* _Supplied entries_
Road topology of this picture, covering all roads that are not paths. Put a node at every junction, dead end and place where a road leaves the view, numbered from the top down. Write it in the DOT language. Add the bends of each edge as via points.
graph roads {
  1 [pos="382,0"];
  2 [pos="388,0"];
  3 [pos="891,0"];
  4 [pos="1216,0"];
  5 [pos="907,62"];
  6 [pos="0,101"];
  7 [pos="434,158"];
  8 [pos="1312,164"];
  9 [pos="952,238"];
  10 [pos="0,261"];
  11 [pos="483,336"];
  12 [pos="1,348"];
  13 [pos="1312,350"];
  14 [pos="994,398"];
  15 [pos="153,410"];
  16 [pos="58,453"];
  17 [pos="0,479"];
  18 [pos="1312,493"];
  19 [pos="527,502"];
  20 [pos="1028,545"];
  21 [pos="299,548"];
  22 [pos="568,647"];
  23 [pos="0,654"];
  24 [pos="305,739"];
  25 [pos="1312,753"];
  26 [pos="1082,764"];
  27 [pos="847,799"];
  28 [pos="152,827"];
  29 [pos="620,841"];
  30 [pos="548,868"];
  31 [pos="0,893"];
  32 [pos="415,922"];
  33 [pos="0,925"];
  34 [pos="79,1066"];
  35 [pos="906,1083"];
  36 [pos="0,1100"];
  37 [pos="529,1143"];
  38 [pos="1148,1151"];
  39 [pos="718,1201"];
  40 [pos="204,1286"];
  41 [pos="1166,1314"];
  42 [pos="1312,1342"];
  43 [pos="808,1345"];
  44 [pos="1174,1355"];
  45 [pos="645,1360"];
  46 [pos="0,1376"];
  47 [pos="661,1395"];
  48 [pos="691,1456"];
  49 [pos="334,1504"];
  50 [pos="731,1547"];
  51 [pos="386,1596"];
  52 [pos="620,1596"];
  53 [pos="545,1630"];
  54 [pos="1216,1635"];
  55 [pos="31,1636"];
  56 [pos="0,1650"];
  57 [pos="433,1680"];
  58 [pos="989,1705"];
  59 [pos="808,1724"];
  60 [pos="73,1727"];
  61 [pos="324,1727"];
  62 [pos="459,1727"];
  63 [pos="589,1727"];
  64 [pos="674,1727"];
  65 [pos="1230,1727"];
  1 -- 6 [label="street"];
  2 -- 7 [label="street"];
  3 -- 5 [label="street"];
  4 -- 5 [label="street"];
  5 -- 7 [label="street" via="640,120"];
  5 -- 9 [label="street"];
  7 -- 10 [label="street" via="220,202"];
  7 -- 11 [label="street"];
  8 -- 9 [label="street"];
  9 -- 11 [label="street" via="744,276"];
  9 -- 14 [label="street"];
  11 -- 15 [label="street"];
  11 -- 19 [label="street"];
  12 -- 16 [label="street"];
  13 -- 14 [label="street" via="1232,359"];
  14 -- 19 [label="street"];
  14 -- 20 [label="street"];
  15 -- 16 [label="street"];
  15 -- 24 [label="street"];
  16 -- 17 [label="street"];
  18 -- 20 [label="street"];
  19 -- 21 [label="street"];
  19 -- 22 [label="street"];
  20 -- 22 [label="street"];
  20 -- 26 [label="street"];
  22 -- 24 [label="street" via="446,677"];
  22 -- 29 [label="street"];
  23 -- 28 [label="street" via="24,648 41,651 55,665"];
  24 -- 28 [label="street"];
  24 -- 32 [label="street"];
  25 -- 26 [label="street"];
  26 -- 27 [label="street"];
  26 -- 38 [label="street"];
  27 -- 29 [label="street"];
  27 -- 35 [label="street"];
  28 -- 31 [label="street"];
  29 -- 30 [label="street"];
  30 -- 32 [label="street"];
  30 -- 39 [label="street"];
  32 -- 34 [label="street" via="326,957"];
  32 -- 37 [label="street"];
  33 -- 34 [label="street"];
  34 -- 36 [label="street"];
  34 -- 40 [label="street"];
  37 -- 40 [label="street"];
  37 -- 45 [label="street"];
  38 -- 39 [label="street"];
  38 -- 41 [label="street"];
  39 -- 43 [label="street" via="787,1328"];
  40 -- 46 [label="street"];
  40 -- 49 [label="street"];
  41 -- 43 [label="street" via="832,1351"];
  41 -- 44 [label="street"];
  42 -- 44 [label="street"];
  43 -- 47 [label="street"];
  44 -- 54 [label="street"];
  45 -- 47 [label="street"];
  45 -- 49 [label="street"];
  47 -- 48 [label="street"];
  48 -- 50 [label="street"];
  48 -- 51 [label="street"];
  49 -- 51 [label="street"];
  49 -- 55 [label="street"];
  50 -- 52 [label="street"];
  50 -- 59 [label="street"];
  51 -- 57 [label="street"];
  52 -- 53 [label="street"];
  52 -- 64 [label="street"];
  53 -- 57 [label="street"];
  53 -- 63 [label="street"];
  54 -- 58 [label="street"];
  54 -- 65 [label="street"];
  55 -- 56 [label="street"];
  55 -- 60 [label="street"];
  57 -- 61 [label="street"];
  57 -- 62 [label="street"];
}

* _Task requirements_
I'd like the records returned exactly as they were written, please.

* _The completed task_
Road topology of this picture, covering all roads that are not paths. Put a node at every junction, dead end and place where a road leaves the view, numbered from the top down. Write it in the DOT language. Add the bends of each edge as via points.
graph roads {
  1 [pos="382,0"];
  2 [pos="388,0"];
  3 [pos="891,0"];
  4 [pos="1216,0"];
  5 [pos="907,62"];
  6 [pos="0,101"];
  7 [pos="434,158"];
  8 [pos="1312,164"];
  9 [pos="952,238"];
  10 [pos="0,261"];
  11 [pos="483,336"];
  12 [pos="1,348"];
  13 [pos="1312,350"];
  14 [pos="994,398"];
  15 [pos="153,410"];
  16 [pos="58,453"];
  17 [pos="0,479"];
  18 [pos="1312,493"];
  19 [pos="527,502"];
  20 [pos="1028,545"];
  21 [pos="299,548"];
  22 [pos="568,647"];
  23 [pos="0,654"];
  24 [pos="305,739"];
  25 [pos="1312,753"];
  26 [pos="1082,764"];
  27 [pos="847,799"];
  28 [pos="152,827"];
  29 [pos="620,841"];
  30 [pos="548,868"];
  31 [pos="0,893"];
  32 [pos="415,922"];
  33 [pos="0,925"];
  34 [pos="79,1066"];
  35 [pos="906,1083"];
  36 [pos="0,1100"];
  37 [pos="529,1143"];
  38 [pos="1148,1151"];
  39 [pos="718,1201"];
  40 [pos="204,1286"];
  41 [pos="1166,1314"];
  42 [pos="1312,1342"];
  43 [pos="808,1345"];
  44 [pos="1174,1355"];
  45 [pos="645,1360"];
  46 [pos="0,1376"];
  47 [pos="661,1395"];
  48 [pos="691,1456"];
  49 [pos="334,1504"];
  50 [pos="731,1547"];
  51 [pos="386,1596"];
  52 [pos="620,1596"];
  53 [pos="545,1630"];
  54 [pos="1216,1635"];
  55 [pos="31,1636"];
  56 [pos="0,1650"];
  57 [pos="433,1680"];
  58 [pos="989,1705"];
  59 [pos="808,1724"];
  60 [pos="73,1727"];
  61 [pos="324,1727"];
  62 [pos="459,1727"];
  63 [pos="589,1727"];
  64 [pos="674,1727"];
  65 [pos="1230,1727"];
  1 -- 6 [label="street"];
  2 -- 7 [label="street"];
  3 -- 5 [label="street"];
  4 -- 5 [label="street"];
  5 -- 7 [label="street" via="640,120"];
  5 -- 9 [label="street"];
  7 -- 10 [label="street" via="220,202"];
  7 -- 11 [label="street"];
  8 -- 9 [label="street"];
  9 -- 11 [label="street" via="744,276"];
  9 -- 14 [label="street"];
  11 -- 15 [label="street"];
  11 -- 19 [label="street"];
  12 -- 16 [label="street"];
  13 -- 14 [label="street" via="1232,359"];
  14 -- 19 [label="street"];
  14 -- 20 [label="street"];
  15 -- 16 [label="street"];
  15 -- 24 [label="street"];
  16 -- 17 [label="street"];
  18 -- 20 [label="street"];
  19 -- 21 [label="street"];
  19 -- 22 [label="street"];
  20 -- 22 [label="street"];
  20 -- 26 [label="street"];
  22 -- 24 [label="street" via="446,677"];
  22 -- 29 [label="street"];
  23 -- 28 [label="street" via="24,648 41,651 55,665"];
  24 -- 28 [label="street"];
  24 -- 32 [label="street"];
  25 -- 26 [label="street"];
  26 -- 27 [label="street"];
  26 -- 38 [label="street"];
  27 -- 29 [label="street"];
  27 -- 35 [label="street"];
  28 -- 31 [label="street"];
  29 -- 30 [label="street"];
  30 -- 32 [label="street"];
  30 -- 39 [label="street"];
  32 -- 34 [label="street" via="326,957"];
  32 -- 37 [label="street"];
  33 -- 34 [label="street"];
  34 -- 36 [label="street"];
  34 -- 40 [label="street"];
  37 -- 40 [label="street"];
  37 -- 45 [label="street"];
  38 -- 39 [label="street"];
  38 -- 41 [label="street"];
  39 -- 43 [label="street" via="787,1328"];
  40 -- 46 [label="street"];
  40 -- 49 [label="street"];
  41 -- 43 [label="street" via="832,1351"];
  41 -- 44 [label="street"];
  42 -- 44 [label="street"];
  43 -- 47 [label="street"];
  44 -- 54 [label="street"];
  45 -- 47 [label="street"];
  45 -- 49 [label="street"];
  47 -- 48 [label="street"];
  48 -- 50 [label="street"];
  48 -- 51 [label="street"];
  49 -- 51 [label="street"];
  49 -- 55 [label="street"];
  50 -- 52 [label="street"];
  50 -- 59 [label="street"];
  51 -- 57 [label="street"];
  52 -- 53 [label="street"];
  52 -- 64 [label="street"];
  53 -- 57 [label="street"];
  53 -- 63 [label="street"];
  54 -- 58 [label="street"];
  54 -- 65 [label="street"];
  55 -- 56 [label="street"];
  55 -- 60 [label="street"];
  57 -- 61 [label="street"];
  57 -- 62 [label="street"];
}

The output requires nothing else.